AIM OF THE EXERCISE: Your answer should be the lines of the data below that contain "roads".
------------------------------------------------
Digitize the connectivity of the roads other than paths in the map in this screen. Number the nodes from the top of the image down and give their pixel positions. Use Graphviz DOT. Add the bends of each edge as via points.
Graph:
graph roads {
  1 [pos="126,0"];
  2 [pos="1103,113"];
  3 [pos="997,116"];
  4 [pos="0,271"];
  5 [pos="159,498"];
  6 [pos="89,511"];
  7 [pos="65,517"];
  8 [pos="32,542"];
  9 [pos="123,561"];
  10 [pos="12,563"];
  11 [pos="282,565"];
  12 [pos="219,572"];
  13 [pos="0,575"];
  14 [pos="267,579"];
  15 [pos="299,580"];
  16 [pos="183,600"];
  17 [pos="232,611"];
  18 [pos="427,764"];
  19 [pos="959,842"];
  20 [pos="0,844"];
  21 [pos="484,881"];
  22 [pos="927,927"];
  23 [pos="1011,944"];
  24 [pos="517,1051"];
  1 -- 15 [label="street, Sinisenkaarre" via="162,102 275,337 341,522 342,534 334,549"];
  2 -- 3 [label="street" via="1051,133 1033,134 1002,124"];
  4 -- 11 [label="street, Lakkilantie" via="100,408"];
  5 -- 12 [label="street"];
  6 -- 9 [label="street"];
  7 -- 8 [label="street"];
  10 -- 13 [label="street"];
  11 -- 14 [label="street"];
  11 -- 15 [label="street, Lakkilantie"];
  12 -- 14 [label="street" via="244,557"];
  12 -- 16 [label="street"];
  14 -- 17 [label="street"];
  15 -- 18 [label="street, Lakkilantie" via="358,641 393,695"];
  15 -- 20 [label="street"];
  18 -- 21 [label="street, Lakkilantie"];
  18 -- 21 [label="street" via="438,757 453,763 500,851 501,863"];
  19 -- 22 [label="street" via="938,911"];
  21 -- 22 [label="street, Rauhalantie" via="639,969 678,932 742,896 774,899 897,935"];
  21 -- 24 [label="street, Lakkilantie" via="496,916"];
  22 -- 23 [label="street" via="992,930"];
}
------------------------------------------------
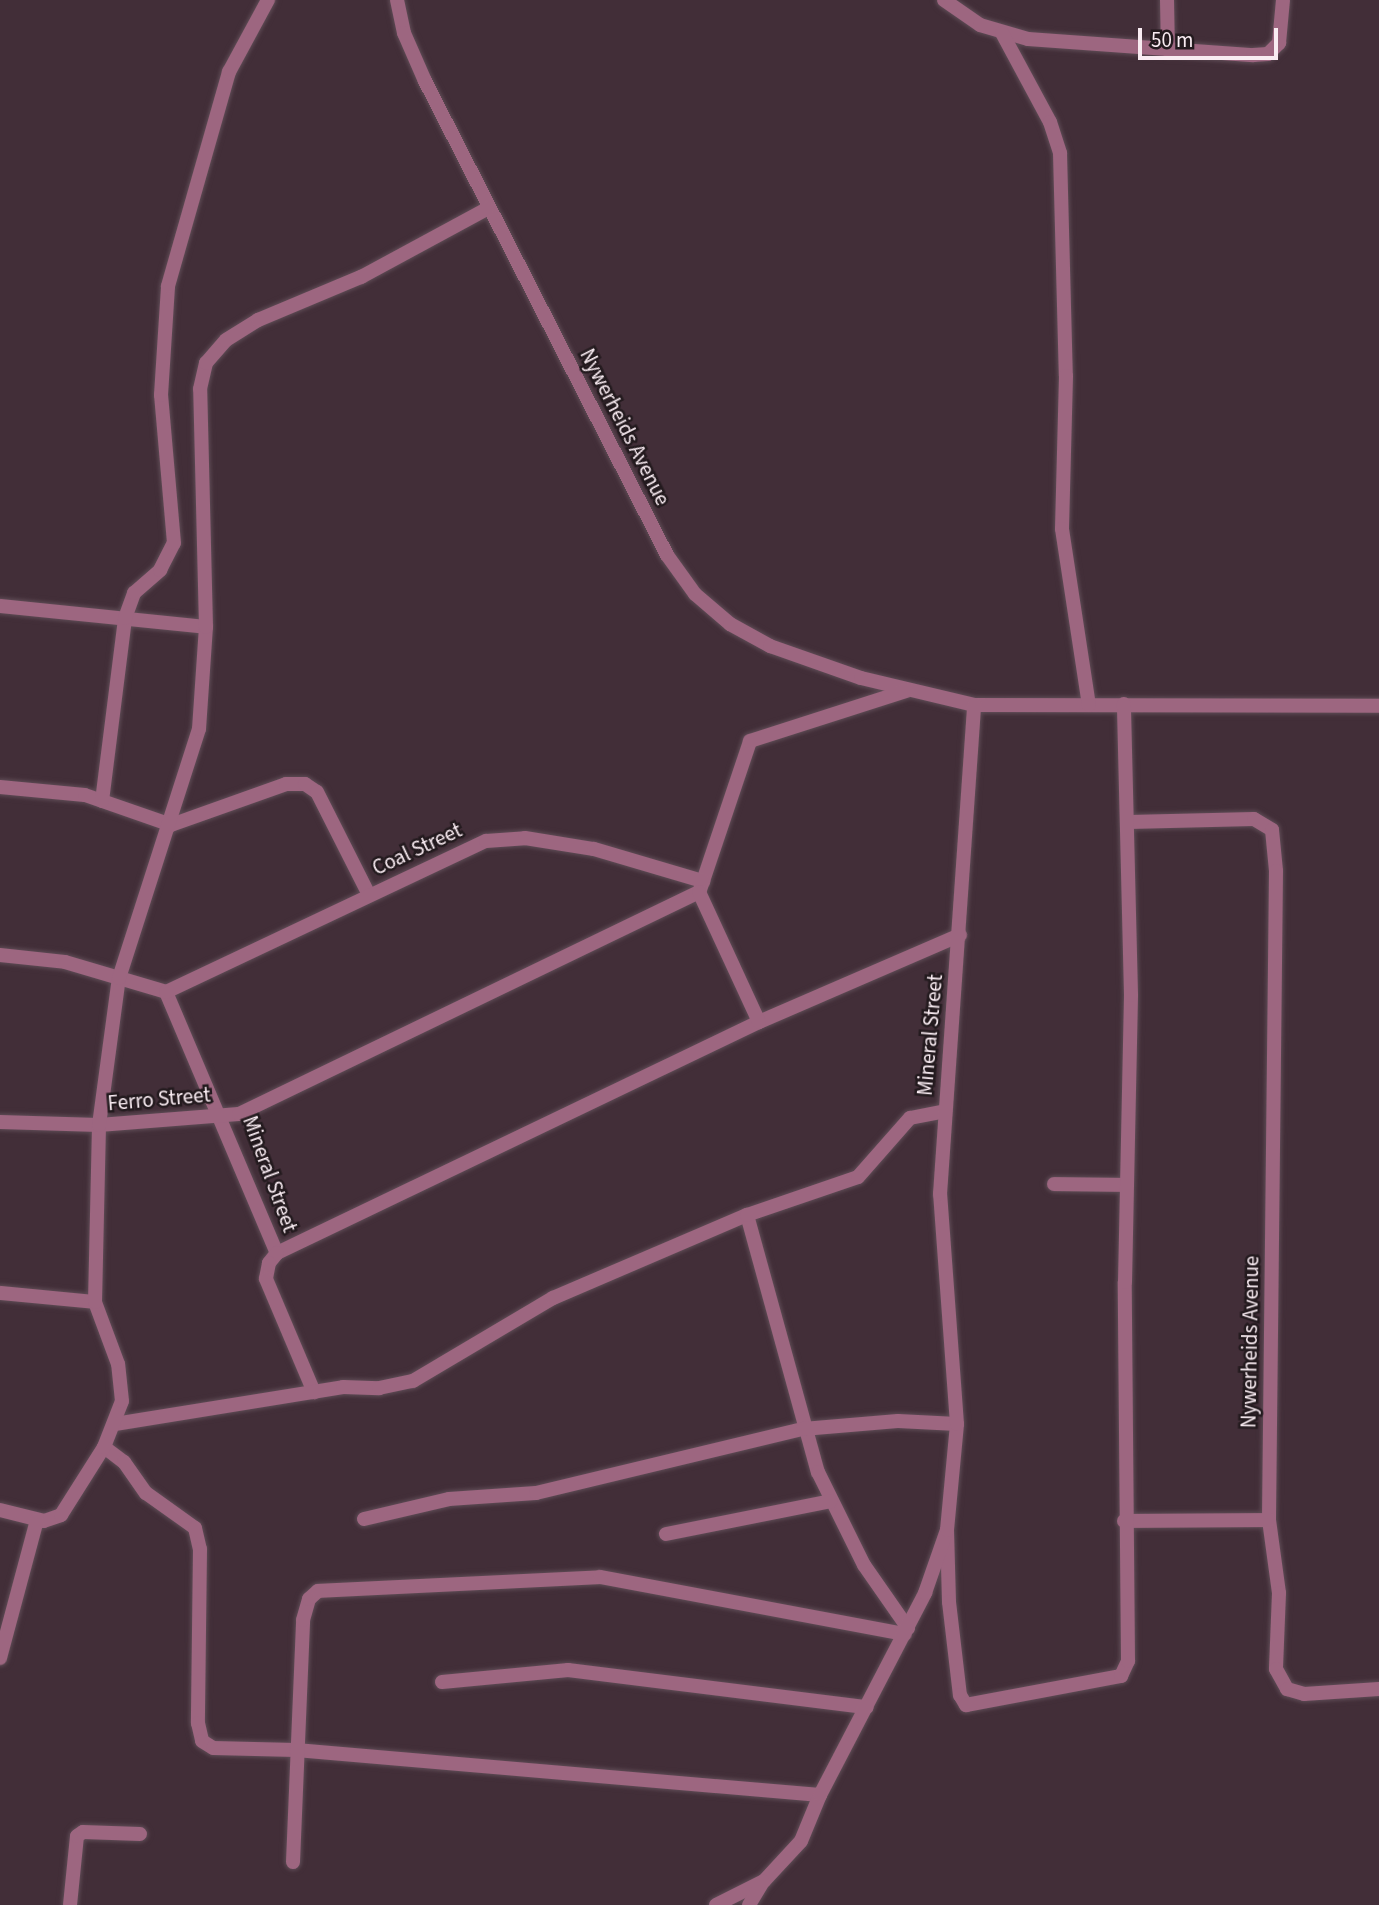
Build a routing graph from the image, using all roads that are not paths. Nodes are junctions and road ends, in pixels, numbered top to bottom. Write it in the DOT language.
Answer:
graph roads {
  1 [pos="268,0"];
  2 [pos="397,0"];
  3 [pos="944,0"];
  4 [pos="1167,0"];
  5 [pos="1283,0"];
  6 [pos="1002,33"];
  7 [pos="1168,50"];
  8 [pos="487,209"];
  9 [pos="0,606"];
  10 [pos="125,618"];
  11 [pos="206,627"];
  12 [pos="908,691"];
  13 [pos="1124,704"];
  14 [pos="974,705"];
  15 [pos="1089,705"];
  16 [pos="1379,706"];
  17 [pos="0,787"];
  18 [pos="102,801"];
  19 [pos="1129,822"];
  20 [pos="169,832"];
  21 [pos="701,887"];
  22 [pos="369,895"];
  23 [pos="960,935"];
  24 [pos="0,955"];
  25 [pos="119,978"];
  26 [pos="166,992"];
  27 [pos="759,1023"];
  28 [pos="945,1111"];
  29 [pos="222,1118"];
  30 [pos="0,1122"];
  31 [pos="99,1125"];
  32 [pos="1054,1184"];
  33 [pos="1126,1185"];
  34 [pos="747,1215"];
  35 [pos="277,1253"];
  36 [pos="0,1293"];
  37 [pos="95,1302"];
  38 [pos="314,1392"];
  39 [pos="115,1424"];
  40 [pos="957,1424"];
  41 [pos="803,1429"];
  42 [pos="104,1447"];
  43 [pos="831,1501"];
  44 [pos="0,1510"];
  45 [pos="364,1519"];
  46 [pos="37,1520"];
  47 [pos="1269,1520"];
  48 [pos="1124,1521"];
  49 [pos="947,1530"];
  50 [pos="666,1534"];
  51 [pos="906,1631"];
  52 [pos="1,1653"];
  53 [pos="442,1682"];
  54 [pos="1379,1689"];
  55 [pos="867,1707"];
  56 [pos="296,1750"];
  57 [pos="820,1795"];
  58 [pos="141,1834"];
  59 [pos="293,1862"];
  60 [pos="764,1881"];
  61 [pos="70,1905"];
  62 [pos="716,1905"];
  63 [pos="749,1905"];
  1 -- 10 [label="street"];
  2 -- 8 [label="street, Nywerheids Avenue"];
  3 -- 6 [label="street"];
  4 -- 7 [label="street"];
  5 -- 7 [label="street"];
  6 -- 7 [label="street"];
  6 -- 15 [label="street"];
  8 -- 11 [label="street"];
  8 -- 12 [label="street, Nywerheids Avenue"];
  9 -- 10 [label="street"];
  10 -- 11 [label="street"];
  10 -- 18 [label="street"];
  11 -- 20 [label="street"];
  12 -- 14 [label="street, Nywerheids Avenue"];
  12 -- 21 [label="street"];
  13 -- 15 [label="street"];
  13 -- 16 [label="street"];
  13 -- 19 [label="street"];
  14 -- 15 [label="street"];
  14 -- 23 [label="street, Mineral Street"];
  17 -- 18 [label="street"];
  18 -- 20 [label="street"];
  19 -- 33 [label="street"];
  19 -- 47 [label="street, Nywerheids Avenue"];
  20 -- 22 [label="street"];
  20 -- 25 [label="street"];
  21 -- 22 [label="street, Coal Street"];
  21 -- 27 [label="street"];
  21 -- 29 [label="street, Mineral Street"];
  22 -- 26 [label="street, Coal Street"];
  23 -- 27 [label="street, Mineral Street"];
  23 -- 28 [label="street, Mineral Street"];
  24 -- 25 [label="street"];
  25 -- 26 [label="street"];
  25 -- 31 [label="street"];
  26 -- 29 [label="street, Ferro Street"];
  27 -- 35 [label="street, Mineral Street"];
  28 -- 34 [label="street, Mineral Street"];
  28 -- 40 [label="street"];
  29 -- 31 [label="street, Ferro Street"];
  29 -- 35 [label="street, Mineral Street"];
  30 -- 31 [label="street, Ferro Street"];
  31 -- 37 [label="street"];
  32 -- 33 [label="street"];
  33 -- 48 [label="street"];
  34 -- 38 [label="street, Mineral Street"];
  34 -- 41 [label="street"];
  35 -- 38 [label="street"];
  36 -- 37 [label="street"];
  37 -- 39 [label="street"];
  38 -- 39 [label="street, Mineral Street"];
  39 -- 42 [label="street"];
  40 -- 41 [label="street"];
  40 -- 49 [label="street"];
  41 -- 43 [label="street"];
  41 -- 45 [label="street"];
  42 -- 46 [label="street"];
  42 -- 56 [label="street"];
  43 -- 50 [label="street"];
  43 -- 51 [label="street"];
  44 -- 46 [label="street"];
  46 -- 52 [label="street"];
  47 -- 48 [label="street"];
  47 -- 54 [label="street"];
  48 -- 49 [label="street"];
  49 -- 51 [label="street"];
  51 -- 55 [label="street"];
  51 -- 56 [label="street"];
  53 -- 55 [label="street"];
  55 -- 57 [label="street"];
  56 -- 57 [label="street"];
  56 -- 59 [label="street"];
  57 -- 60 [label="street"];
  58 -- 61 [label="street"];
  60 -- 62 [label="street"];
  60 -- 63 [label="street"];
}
------------------------------------------------
EXERCISE SOLUTION:
Digitize the connectivity of the roads other than paths in the map in this screen. Number the nodes from the top of the image down and give their pixel positions. Use Graphviz DOT. Add the bends of each edge as via points.
graph roads {
Build a routing graph from the image, using all roads that are not paths. Nodes are junctions and road ends, in pixels, numbered top to bottom. Write it in the DOT language.
graph roads {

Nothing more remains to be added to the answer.